The plate itself, welds and any local effects such as plate bending / cantilever effects are not designed in the software and will need to be assessed manually.

Cellular section

Creates a cellular section from the original section. In the case of standard I-sections, the cellular beam will be "created" by cutting the original size and welded together. This will result in an increase in the section depth from the original section size. When the original section is specified as a Built-up & ASB, where a plated section is specified, the openings in the web are assumed to be cut without altering the dimensions of the input section size.

The basic dimensions of the cellular section can be specified such as cellular hole spacing, cellular hole diameter and distance from top of slab to top of opening.  Holes that are close to critical locations can also be filled in automatically.

Do is the diameter of the cell as a ratio of the overall beam depth and S is the cell spacing as a ratio of the cell diameter up to a maximum of 1.95 Do. Alternatively, both dimensions can be entered in millimetres.

Discrete web openings

From the Web Openings dialog, you'll have the option to include circular, elongated, rectangular, and notched openings. Sizing and positioning the openings is easy - just specify the height and width (or diameter), along with a top offset and distance from the member's center.

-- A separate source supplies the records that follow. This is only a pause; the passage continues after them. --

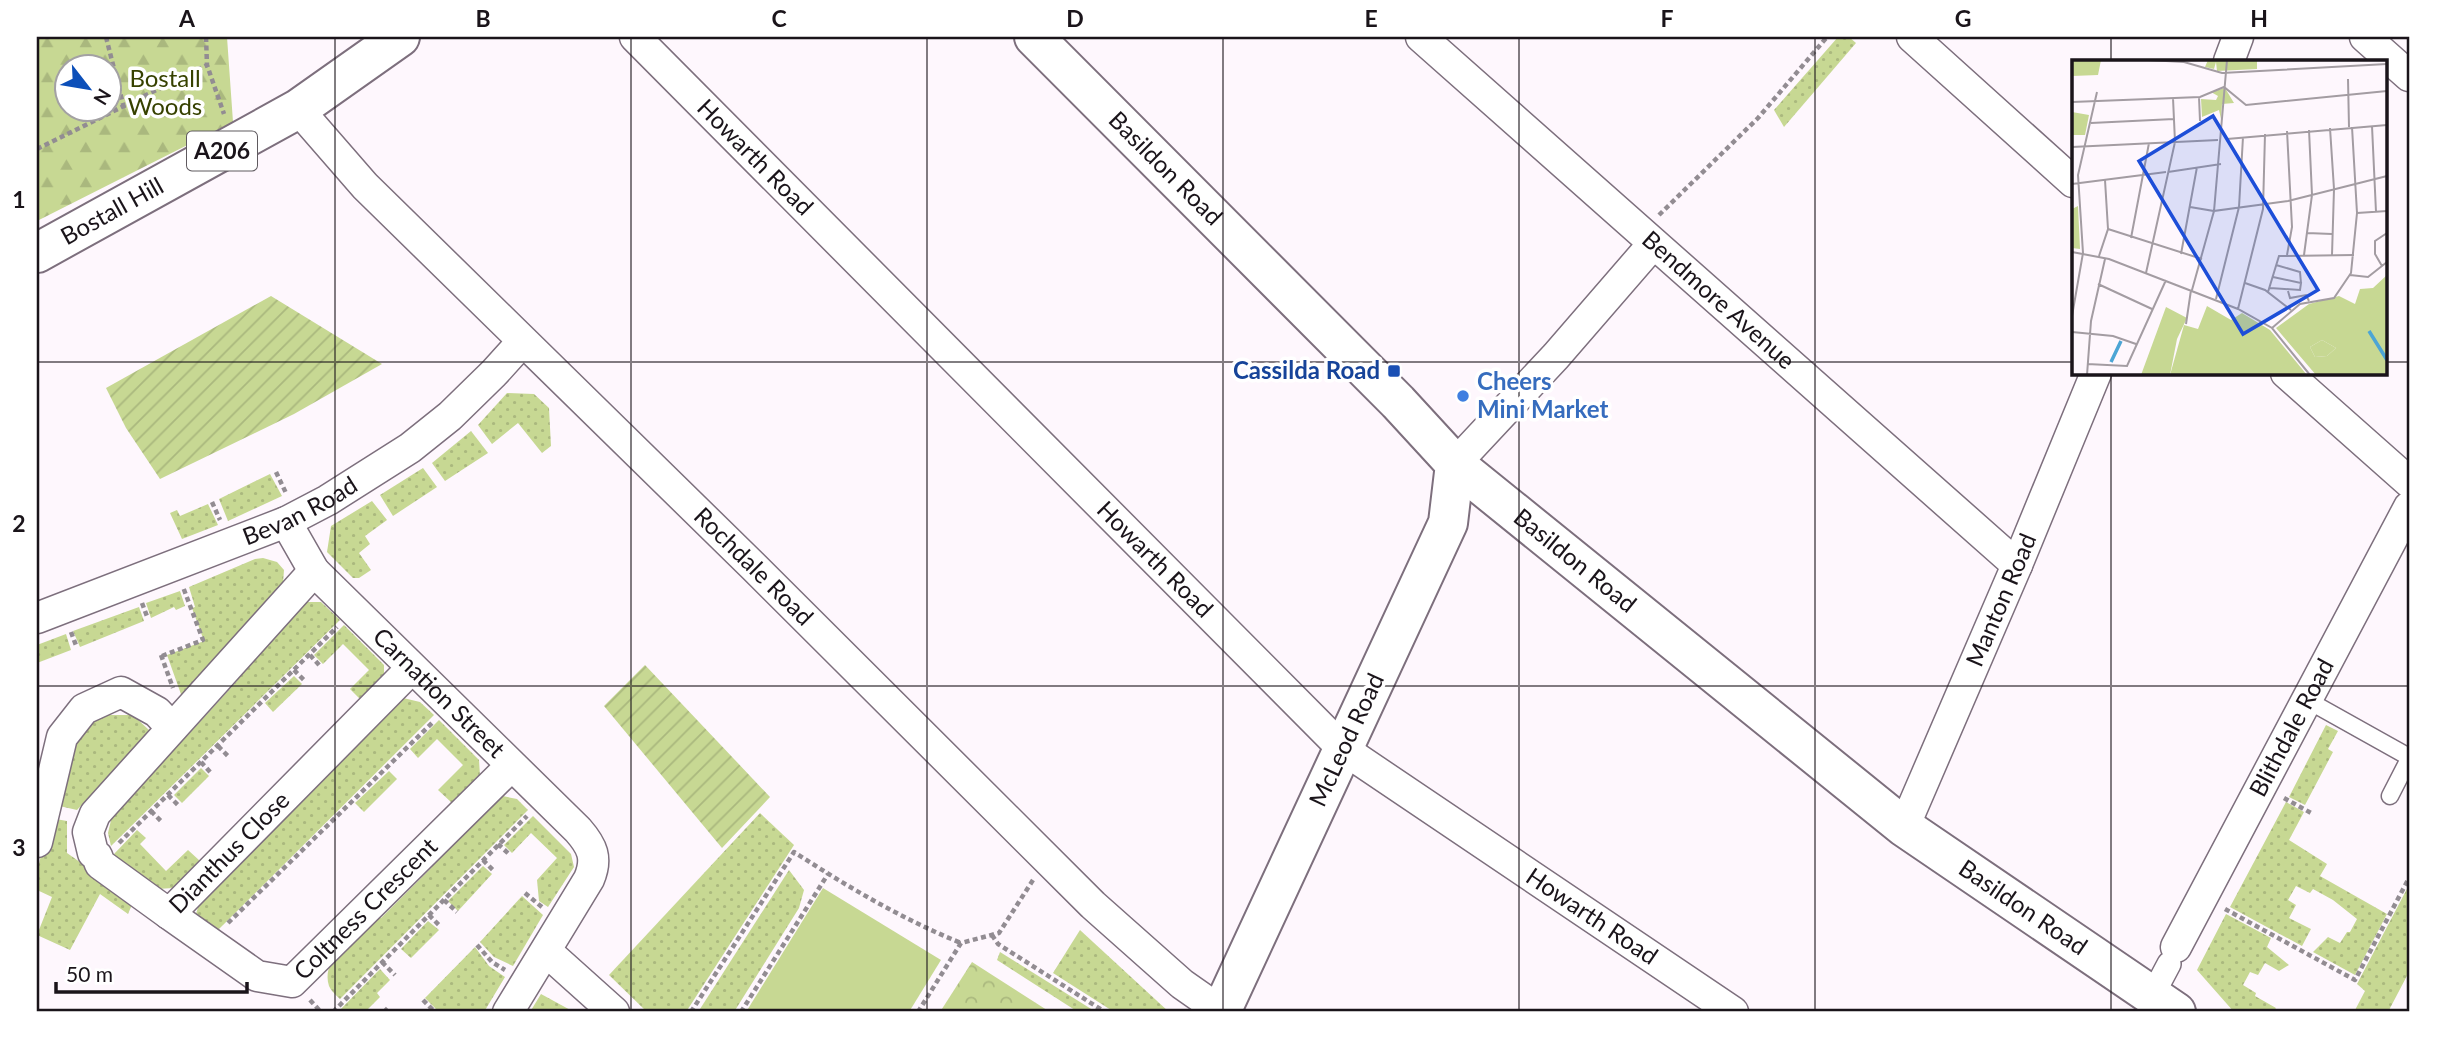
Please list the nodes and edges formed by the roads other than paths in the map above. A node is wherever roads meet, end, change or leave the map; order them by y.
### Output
1 (400, 37) edge
2 (635, 37) edge
3 (1421, 37) edge
4 (1912, 37) edge
5 (2238, 37) edge
6 (2365, 37) edge
7 (1041, 39) edge
8 (2229, 60) edge
9 (2409, 76) edge
10 (298, 108) junction
11 (2072, 181) edge
12 (1648, 239) junction
13 (37, 253) edge
14 (522, 342) junction
15 (2096, 374) edge
16 (2287, 374) edge
17 (1455, 464) junction
18 (2409, 482) edge
19 (2409, 507) edge
20 (286, 522) junction
21 (2017, 565) junction
22 (314, 570) junction
23 (37, 618) edge
24 (412, 668) junction
25 (2307, 700) junction
26 (172, 728) junction
27 (1343, 749) junction
28 (2409, 758) edge
29 (511, 766) junction
30 (2390, 796) dead end
31 (1904, 827) junction
32 (37, 842) edge
33 (169, 914) junction
34 (546, 951) junction
35 (2163, 986) edge
36 (508, 1012) edge
37 (614, 1012) edge
38 (1222, 1012) edge
39 (1733, 1012) edge

1 - 10 main road, Bostall Hill / A206
2 - 27 street, Howarth Road
3 - 12 street, Bendmore Avenue
4 - 11 street
5 - 8 street
6 - 9 street
7 - 17 main road, Basildon Road
10 - 13 main road, Bostall Hill / A206
10 - 14 street, Rochdale Road
12 - 17 street
12 - 21 street, Bendmore Avenue
14 - 20 street, Bevan Road
14 - 38 street, Rochdale Road
15 - 21 street, Manton Road
16 - 18 street
17 - 27 main road, McLeod Road
17 - 31 main road, Basildon Road
19 - 25 street, Blithdale Road
20 - 22 street, Carnation Street
20 - 23 street, Bevan Road
21 - 31 street, Manton Road
22 - 24 street, Carnation Street
22 - 26 street
24 - 29 street, Carnation Street
24 - 33 street, Dianthus Close
25 - 28 lane
25 - 35 street, Blithdale Road
26 - 32 street
26 - 33 street, Dianthus Close
27 - 38 main road, McLeod Road
27 - 39 street, Howarth Road
28 - 30 lane
29 - 33 street, Coltness Crescent
29 - 34 street, Carnation Street
31 - 35 main road, Basildon Road
34 - 36 street
34 - 37 street

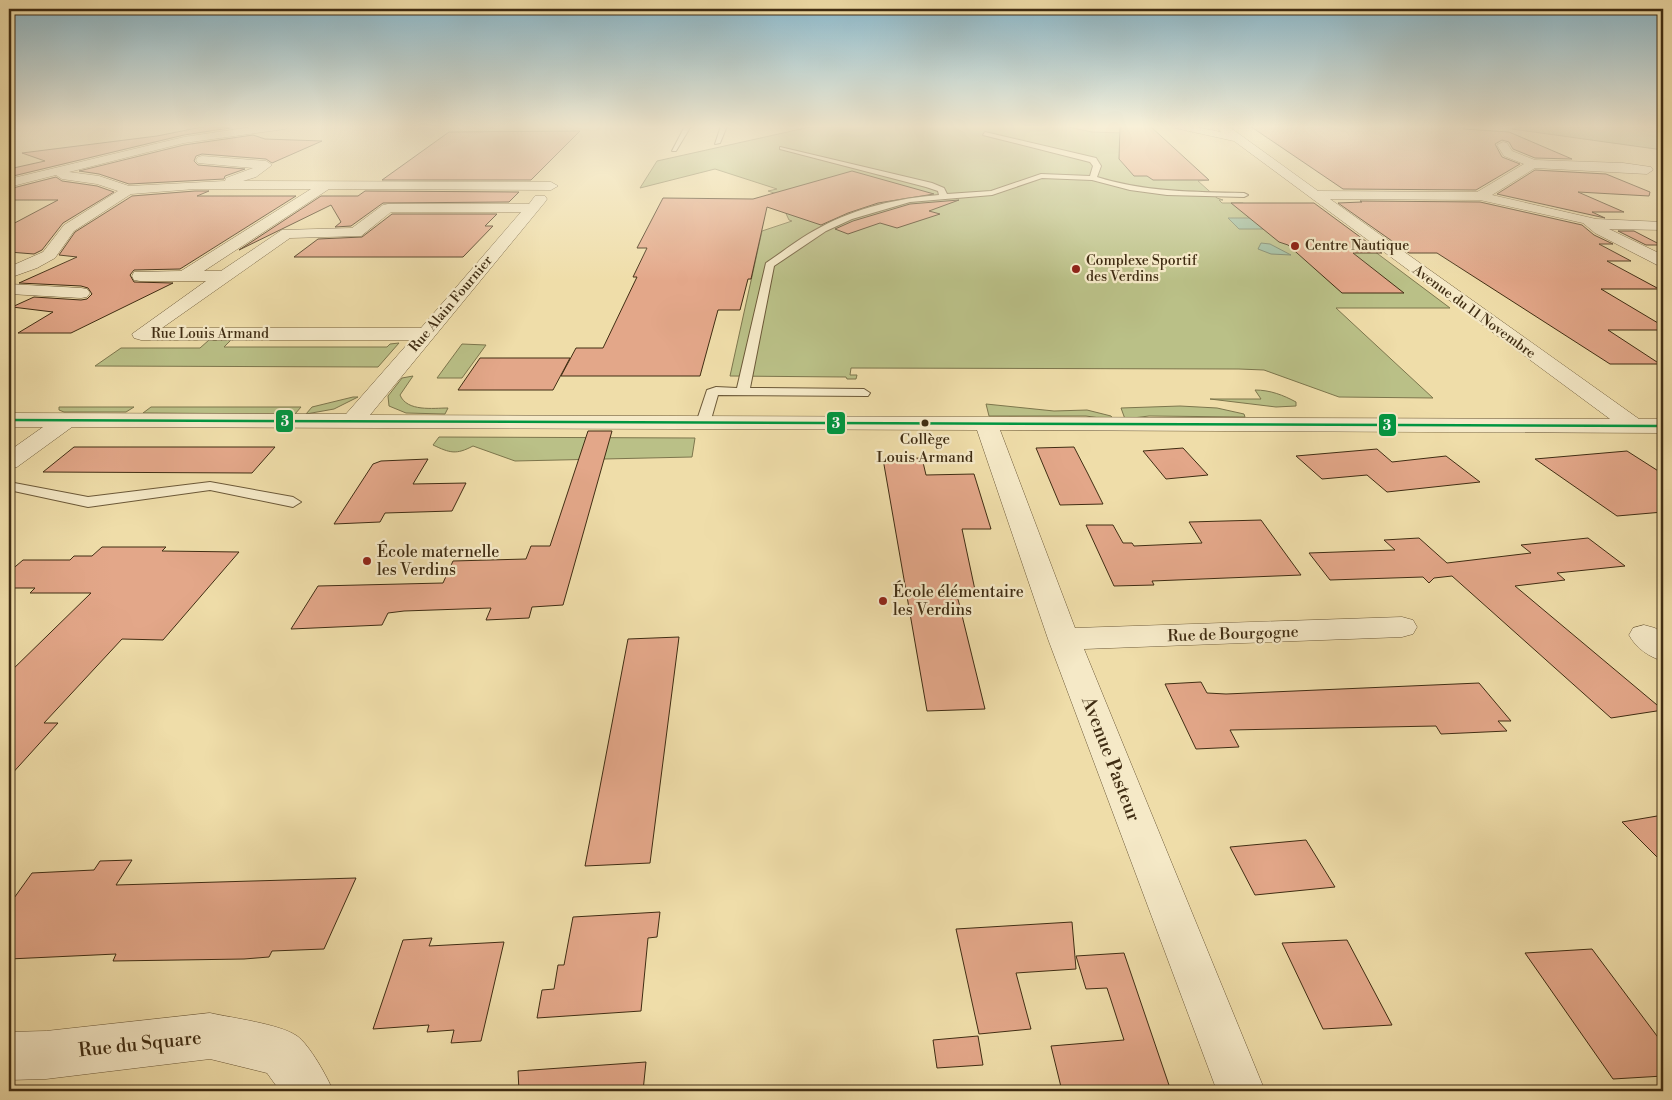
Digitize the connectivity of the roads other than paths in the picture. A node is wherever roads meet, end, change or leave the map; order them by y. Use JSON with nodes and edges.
{"nodes":[{"id":1,"x":37,"y":177,"type":"edge"},
{"id":2,"x":79,"y":177,"type":"edge"},
{"id":3,"x":242,"y":177,"type":"edge"},
{"id":4,"x":895,"y":177,"type":"edge"},
{"id":5,"x":1037,"y":177,"type":"edge"},
{"id":6,"x":1076,"y":177,"type":"edge"},
{"id":7,"x":1289,"y":177,"type":"edge"},
{"id":8,"x":1511,"y":177,"type":"edge"},
{"id":9,"x":1093,"y":178,"type":"joint"},
{"id":10,"x":9,"y":183,"type":"edge"},
{"id":11,"x":218,"y":185,"type":"junction"},
{"id":12,"x":325,"y":186,"type":"junction"},
{"id":13,"x":128,"y":190,"type":"junction"},
{"id":14,"x":1244,"y":195,"type":"dead end"},
{"id":15,"x":1313,"y":195,"type":"junction"},
{"id":16,"x":1480,"y":196,"type":"junction"},
{"id":17,"x":944,"y":197,"type":"junction"},
{"id":18,"x":532,"y":208,"type":"junction"},
{"id":19,"x":1588,"y":220,"type":"junction"},
{"id":20,"x":1663,"y":226,"type":"edge"},
{"id":21,"x":252,"y":233,"type":"junction"},
{"id":22,"x":287,"y":233,"type":"junction"},
{"id":23,"x":1663,"y":263,"type":"edge"},
{"id":24,"x":9,"y":273,"type":"edge"},
{"id":25,"x":140,"y":276,"type":"dead end"},
{"id":26,"x":186,"y":276,"type":"junction"},
{"id":27,"x":224,"y":276,"type":"junction"},
{"id":28,"x":9,"y":289,"type":"edge"},
{"id":29,"x":81,"y":293,"type":"dead end"},
{"id":30,"x":426,"y":334,"type":"junction"},
{"id":31,"x":743,"y":391,"type":"junction"},
{"id":32,"x":864,"y":393,"type":"dead end"},
{"id":33,"x":9,"y":420,"type":"edge"},
{"id":34,"x":67,"y":420,"type":"junction"},
{"id":35,"x":352,"y":422,"type":"junction"},
{"id":36,"x":703,"y":423,"type":"junction"},
{"id":37,"x":986,"y":424,"type":"junction"},
{"id":38,"x":1632,"y":426,"type":"junction"},
{"id":39,"x":1663,"y":426,"type":"edge"},
{"id":40,"x":1663,"y":444,"type":"edge"},
{"id":41,"x":9,"y":462,"type":"edge"},
{"id":42,"x":9,"y":486,"type":"edge"},
{"id":43,"x":293,"y":502,"type":"dead end"},
{"id":44,"x":1402,"y":627,"type":"dead end"},
{"id":45,"x":1064,"y":639,"type":"junction"},
{"id":46,"x":9,"y":1056,"type":"edge"},
{"id":47,"x":309,"y":1091,"type":"edge"},
{"id":48,"x":1241,"y":1091,"type":"edge"}],
"edges":[{"from":1,"to":10,"type":"street"},
{"from":2,"to":13,"type":"street"},
{"from":3,"to":11,"type":"street"},
{"from":4,"to":17,"type":"lane"},
{"from":5,"to":17,"type":"lane"},
{"from":6,"to":9,"type":"lane"},
{"from":7,"to":15,"type":"street","name":"Avenue du 11 Novembre"},
{"from":8,"to":16,"type":"street"},
{"from":9,"to":14,"type":"lane"},
{"from":11,"to":12,"type":"street"},
{"from":11,"to":13,"type":"street"},
{"from":12,"to":18,"type":"street","name":"Rue Alain Fournier"},
{"from":12,"to":21,"type":"street"},
{"from":13,"to":24,"type":"street"},
{"from":15,"to":16,"type":"street"},
{"from":15,"to":38,"type":"street","name":"Avenue du 11 Novembre"},
{"from":16,"to":19,"type":"street"},
{"from":17,"to":31,"type":"lane"},
{"from":18,"to":22,"type":"street"},
{"from":18,"to":30,"type":"street","name":"Rue Alain Fournier"},
{"from":19,"to":20,"type":"street"},
{"from":19,"to":23,"type":"street"},
{"from":21,"to":22,"type":"street"},
{"from":21,"to":26,"type":"street"},
{"from":22,"to":27,"type":"street","name":"Rue Louis Armand"},
{"from":25,"to":26,"type":"street"},
{"from":26,"to":27,"type":"street"},
{"from":27,"to":30,"type":"street","name":"Rue Louis Armand"},
{"from":28,"to":29,"type":"street"},
{"from":30,"to":35,"type":"street","name":"Rue Alain Fournier"},
{"from":31,"to":32,"type":"lane"},
{"from":31,"to":36,"type":"lane"},
{"from":33,"to":34,"type":"street"},
{"from":34,"to":35,"type":"street"},
{"from":34,"to":41,"type":"street"},
{"from":35,"to":36,"type":"street"},
{"from":36,"to":37,"type":"street"},
{"from":37,"to":38,"type":"street"},
{"from":37,"to":45,"type":"street","name":"Avenue Pasteur"},
{"from":38,"to":39,"type":"street"},
{"from":38,"to":40,"type":"street","name":"Avenue du 11 Novembre"},
{"from":42,"to":43,"type":"lane"},
{"from":44,"to":45,"type":"street","name":"Rue de Bourgogne"},
{"from":45,"to":48,"type":"street","name":"Avenue Pasteur"},
{"from":46,"to":47,"type":"street","name":"Rue du Square"}]}
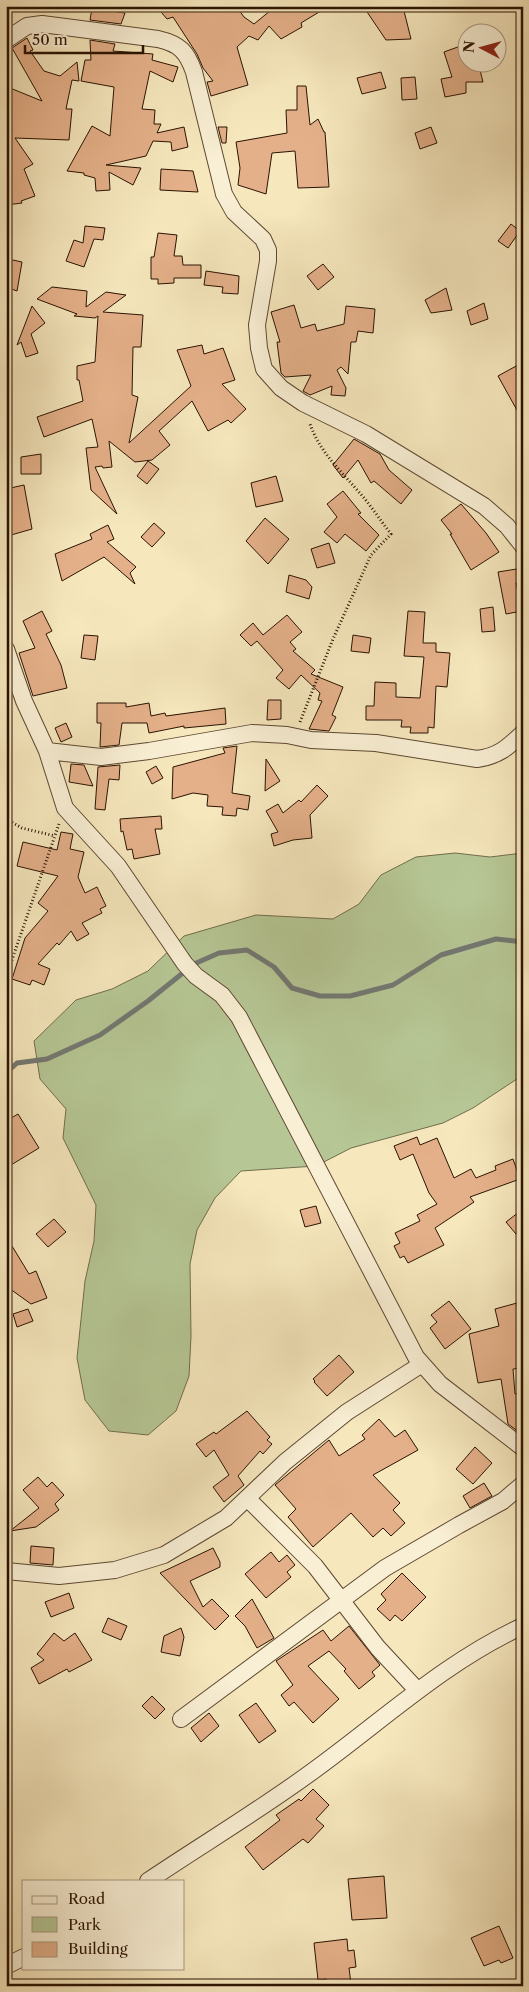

Each Web Opening Set can include a number of different opening types, which will all be drawn and accounted for during analysis. 

A Web Opening Set can be applied to a number of member's, and edited from a single interface - there's no need to individually modify web openings for each member.

Discrete web openings can be added to a beam as rectangular, circular and elongated openings or end notches. Within a particular beam there may be several openings which will form an Opening Web Set. This Opening Web Set can then be applied to similar beams to provide the same openings, for example, across a whole grid of beams running in the same direction with service holes on the same lines.

Select to Edit Current Member Only or to edit the Opening Web Set at the top of the dialogue box. Editing the set will change these openings on all members to which this set has been applied. If you only want to alter the openings in one member, then use the Current Member Only option.

To set up an opening or series of openings on a beam use the  button from the panel below to first add a new item.

In the data entry table above, select the web opening type and fill in the appropriate dimensions for the distance along the beam, etc, etc.

To add another opening to this beam (and set) click again on the  button and fill in the appropriate details.

You can use a previous highlighted opening as a template by selecting the Copy item and Add New button  and editing the existing data to suit the new opening. Items can be deleted by highlighting them and selecting the  button. The  button will select all the items within a set in one go, or alternatively use the standard Windows Shift and Ctrl buttons to multi-select items.

This process will have created an Opening Web Set which can be applied to other beams where required. Click on the other beams that you want to add this set to. Select the Set that you want to use. Then press the OK button to apply this set of openings to these highlighted beams.

You can add a new Opening Web Set by clicking on the  button to the right of the Web Opening Set drop list. This new set can then be populated with opening details. Click on the  button to delete a set.

 

Use the Copy and Add New Set button  to copy an existing set and add a copy of it as a new set. This new set can be edited as required.

If there are several sets, there may be some duplication of sets or sets that have had all the openings deleted from them. This duplication can be removed using the Delete All Unused Web Opening Sets option .

Adding Steel Sections into your database

📄 Management of 'Standard' User Steel Sections

Steel sections can be added and/or imported into the Steel Sections library by the user. This will permanently add the new steel sections to the steel sections library available on the local computer. This database can be shared with other users if required.